Understanding the Transformer Architecture: A Deep Dive
The transformer architecture changed natural language processing when Vaswani et al. introduced it in “Attention is All You Need.” This post explains how transformers work, focusing on their key components and the attention mechanism.
What is a Transformer?
A transformer has two main parts:
Encoder: Reads input text and creates contextual vectors
Decoder: Uses these vectors to generate output text
Both parts use self-attention to understand how words relate to each other in a sequence.
Why Use Transformers?
Transformers process entire sequences at once, unlike RNNs and LSTMs that process one word at a time. This gives three benefits:
• Removes sequential bottlenecks
• Captures long-range dependencies better
• Trains much faster
The Encoder
The encoder stacks 6 identical layers. Each layer contains:
1. Multi-Head Self-Attention
Every token looks at every other token in the sequence. This captures word relationships regardless of distance. The model adds positional encodings to embeddings so it knows word order.
2. Add & Norm
Add: Adds the input back to the output (residual connection)
Norm: Standardizes values across layers
These prevent vanishing gradients and help the model learn.
3. Feedforward Network
A simple neural network that refines token representations.

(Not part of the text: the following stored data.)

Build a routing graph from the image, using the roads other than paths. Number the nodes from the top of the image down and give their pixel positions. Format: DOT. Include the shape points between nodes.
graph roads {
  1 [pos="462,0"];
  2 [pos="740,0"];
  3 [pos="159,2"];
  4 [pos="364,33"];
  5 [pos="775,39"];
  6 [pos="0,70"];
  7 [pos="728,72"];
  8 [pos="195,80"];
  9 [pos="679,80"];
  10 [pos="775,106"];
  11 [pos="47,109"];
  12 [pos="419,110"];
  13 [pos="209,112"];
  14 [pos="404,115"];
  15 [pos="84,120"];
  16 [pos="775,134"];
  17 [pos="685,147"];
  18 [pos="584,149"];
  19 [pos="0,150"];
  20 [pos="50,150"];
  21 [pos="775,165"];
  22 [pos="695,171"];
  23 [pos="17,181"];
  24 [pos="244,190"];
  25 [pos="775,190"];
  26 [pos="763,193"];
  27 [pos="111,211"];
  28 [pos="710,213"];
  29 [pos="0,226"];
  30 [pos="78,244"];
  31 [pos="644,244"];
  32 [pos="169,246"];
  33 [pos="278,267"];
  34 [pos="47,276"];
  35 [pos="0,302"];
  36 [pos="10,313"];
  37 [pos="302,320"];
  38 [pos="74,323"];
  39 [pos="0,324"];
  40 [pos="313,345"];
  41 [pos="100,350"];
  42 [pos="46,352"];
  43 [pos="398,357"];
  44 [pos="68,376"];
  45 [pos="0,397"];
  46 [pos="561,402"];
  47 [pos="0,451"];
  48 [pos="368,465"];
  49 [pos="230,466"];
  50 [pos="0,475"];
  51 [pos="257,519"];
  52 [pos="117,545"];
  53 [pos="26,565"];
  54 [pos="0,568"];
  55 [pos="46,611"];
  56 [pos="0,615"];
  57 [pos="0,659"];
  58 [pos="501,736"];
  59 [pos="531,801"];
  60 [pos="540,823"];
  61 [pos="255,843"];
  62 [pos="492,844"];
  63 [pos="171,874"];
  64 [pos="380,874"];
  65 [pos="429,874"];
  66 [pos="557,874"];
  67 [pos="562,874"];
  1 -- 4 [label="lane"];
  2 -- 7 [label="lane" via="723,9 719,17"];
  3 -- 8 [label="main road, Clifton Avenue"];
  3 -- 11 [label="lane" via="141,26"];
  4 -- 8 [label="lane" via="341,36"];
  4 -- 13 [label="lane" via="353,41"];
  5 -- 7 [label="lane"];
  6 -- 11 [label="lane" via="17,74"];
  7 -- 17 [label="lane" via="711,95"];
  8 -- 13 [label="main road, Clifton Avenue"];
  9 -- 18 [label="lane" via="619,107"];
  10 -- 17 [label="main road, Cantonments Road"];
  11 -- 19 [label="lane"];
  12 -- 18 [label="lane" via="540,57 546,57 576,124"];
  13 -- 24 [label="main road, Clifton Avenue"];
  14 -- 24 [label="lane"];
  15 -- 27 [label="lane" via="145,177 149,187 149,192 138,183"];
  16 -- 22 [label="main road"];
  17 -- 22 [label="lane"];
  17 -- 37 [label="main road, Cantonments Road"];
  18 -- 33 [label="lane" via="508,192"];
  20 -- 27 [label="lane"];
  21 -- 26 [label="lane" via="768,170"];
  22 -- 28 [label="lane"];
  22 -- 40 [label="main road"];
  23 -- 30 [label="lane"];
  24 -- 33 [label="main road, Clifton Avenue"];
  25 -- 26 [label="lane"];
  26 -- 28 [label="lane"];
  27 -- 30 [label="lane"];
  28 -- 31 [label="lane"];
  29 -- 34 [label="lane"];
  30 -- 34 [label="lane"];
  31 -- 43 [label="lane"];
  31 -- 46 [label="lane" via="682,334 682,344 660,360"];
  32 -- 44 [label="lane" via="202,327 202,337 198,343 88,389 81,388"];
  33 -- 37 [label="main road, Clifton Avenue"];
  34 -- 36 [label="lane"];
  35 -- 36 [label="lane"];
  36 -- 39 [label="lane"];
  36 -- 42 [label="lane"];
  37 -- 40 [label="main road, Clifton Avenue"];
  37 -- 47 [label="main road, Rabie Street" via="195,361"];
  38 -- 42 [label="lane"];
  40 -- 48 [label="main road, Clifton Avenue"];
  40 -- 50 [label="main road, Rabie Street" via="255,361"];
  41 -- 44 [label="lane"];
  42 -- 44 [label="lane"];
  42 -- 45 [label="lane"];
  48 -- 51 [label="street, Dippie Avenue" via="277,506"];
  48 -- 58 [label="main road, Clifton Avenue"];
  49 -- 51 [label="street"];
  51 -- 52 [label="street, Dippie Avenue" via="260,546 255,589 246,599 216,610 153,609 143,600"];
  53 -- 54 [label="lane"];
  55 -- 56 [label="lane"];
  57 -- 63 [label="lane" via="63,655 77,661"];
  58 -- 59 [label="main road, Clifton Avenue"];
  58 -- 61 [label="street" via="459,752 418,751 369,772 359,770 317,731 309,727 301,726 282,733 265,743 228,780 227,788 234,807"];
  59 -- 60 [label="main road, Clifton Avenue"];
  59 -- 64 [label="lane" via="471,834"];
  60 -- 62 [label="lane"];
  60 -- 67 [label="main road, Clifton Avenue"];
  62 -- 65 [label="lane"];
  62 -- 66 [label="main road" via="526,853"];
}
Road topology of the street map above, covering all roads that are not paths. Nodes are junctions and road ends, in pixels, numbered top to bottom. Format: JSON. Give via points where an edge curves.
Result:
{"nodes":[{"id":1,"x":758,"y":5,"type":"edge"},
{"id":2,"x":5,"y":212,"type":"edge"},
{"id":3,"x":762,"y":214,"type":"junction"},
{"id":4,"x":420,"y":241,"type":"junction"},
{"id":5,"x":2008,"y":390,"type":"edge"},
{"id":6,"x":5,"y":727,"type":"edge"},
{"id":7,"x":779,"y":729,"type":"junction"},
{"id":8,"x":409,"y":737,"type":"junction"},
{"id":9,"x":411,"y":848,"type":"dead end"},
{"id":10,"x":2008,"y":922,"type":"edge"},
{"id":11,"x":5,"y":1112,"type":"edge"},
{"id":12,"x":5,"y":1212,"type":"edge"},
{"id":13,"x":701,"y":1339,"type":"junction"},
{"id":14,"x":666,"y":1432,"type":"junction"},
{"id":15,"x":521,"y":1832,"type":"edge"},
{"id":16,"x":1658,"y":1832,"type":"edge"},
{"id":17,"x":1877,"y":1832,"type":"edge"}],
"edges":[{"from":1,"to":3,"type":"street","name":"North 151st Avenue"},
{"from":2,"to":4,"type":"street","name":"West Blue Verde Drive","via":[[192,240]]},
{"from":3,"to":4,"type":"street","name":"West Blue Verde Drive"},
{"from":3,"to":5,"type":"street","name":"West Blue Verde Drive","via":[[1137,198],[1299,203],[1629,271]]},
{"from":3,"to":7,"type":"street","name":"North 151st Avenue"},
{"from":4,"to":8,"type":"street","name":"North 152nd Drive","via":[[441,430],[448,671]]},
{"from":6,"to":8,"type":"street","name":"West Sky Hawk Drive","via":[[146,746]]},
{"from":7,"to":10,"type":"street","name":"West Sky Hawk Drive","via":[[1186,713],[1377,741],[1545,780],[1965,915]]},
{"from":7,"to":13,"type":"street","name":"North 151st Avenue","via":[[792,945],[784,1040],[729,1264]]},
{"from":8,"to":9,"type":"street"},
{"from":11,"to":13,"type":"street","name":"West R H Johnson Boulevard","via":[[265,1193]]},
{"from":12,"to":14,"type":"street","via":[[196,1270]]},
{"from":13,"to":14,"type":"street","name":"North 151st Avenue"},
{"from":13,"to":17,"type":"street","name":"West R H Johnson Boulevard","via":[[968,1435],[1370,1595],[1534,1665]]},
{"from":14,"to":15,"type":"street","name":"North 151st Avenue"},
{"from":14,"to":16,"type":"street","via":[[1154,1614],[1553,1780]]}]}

4. More Residual Connections
Each sublayer passes its input forward with its output, which stabilizes training.
The Decoder
The decoder also stacks identical layers, but each has three parts:
1. Masked Self-Attention
The decoder looks at its previous outputs but can’t see future tokens. This maintains causality during generation.
2. Cross-Attention
Here the decoder connects to the encoder:
• Uses encoder output as keys and values
• Uses its own state as queries
• Focuses on relevant input parts for each output token
3. Feedforward Layer
Refines the decoder’s representations, just like in the encoder.
How Attention Works
Core Components
Input Embeddings: Word vectors (example: [“we,” “train,” “a,” “transformer,” “model”])
Weight Matrices:
• \(W_Q\): Creates query vectors
• \(W_K\): Creates key vectors
• \(W_V\): Creates value vectors
The Attention Process
-
Create Q, K, V matrices
Multiply input X by weight matrices. Each token gets: • Query (q): What information it needs • Key (k): What information it offers • Value (v): Its actual content -
Calculate attention scores
For each token, compute dot product of its query with all keys. This measures relevance. -
Scale the scores
Divide by \(\sqrt{d_k}\) to prevent large values that break softmax. -
Apply causal mask
Add mask to hide future tokens. For position 2:
mask = [0, 0, -∞, -∞]
-
Apply softmax
Convert scores to probabilities (attention weights). -
Compute weighted sum
Multiply values by attention weights and sum:
\(g_i = \sum_{j=1}^{n} w_j \cdot v_j\)
The Complete Formula
\[G = \text{softmax}\left(\frac{QK^\top}{\sqrt{d_k}} + M\right) V\]Where:
• Q, K, V = Query, key, value matrices
• M = Causal mask
Byte Pair Encoding (BPE)
BPE is a tokenization method that breaks text into subwords. It balances vocabulary size with the ability to handle rare words.
Why BPE?
Traditional tokenization has problems:
• Poor computational efficiency
• Can’t handle unseen words
BPE solves these by learning common subword patterns.
How BPE Works
- Start: Begin with individual characters plus end-of-word marker (_)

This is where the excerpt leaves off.